*** Data supplied Section Begins ***
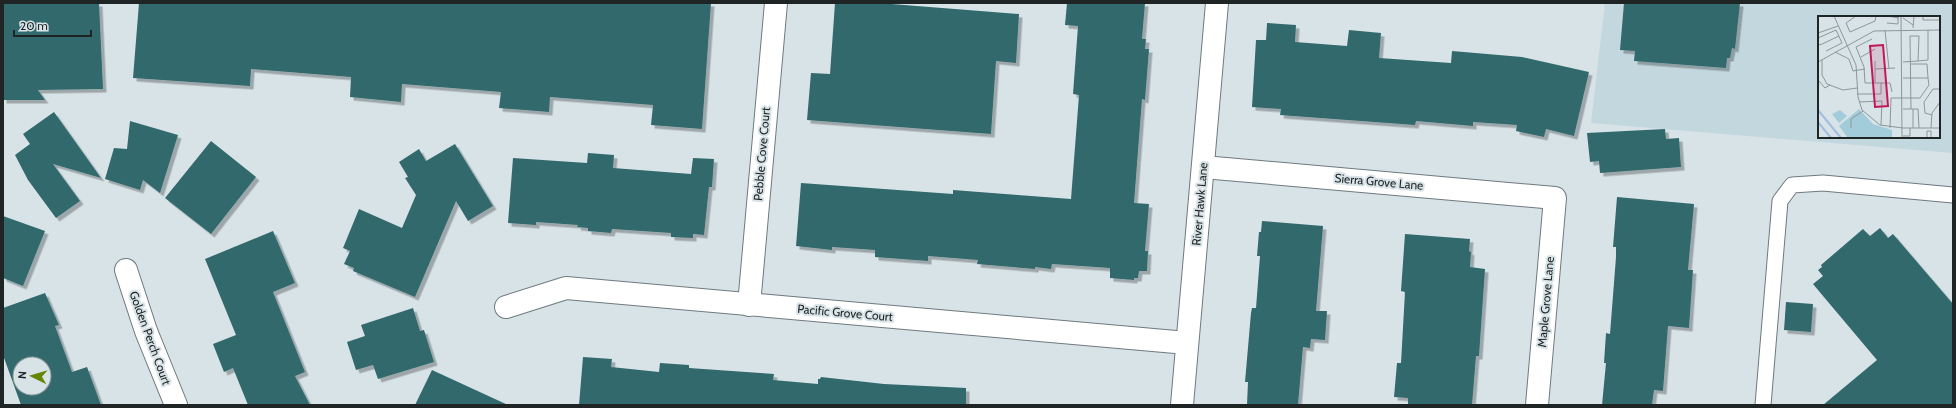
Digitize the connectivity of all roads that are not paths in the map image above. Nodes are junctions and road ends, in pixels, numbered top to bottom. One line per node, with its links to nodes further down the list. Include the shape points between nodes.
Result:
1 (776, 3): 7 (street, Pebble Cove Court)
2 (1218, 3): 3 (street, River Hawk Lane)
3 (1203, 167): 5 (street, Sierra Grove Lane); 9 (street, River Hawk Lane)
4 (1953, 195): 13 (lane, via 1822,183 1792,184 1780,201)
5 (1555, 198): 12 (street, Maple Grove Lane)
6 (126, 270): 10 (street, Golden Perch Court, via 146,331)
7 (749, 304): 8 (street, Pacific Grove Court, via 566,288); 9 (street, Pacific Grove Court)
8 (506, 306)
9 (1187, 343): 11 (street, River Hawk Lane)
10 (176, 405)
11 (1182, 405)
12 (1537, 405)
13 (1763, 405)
*** Data supplied Section Ends ***
Work instructions:
Everything in the entries above should be transcribed exactly, apart from the pictures.

Response below:
Digitize the connectivity of all roads that are not paths in the map image above. Nodes are junctions and road ends, in pixels, numbered top to bottom. One line per node, with its links to nodes further down the list. Include the shape points between nodes.
Result:
1 (776, 3): 7 (street, Pebble Cove Court)
2 (1218, 3): 3 (street, River Hawk Lane)
3 (1203, 167): 5 (street, Sierra Grove Lane); 9 (street, River Hawk Lane)
4 (1953, 195): 13 (lane, via 1822,183 1792,184 1780,201)
5 (1555, 198): 12 (street, Maple Grove Lane)
6 (126, 270): 10 (street, Golden Perch Court, via 146,331)
7 (749, 304): 8 (street, Pacific Grove Court, via 566,288); 9 (street, Pacific Grove Court)
8 (506, 306)
9 (1187, 343): 11 (street, River Hawk Lane)
10 (176, 405)
11 (1182, 405)
12 (1537, 405)
13 (1763, 405)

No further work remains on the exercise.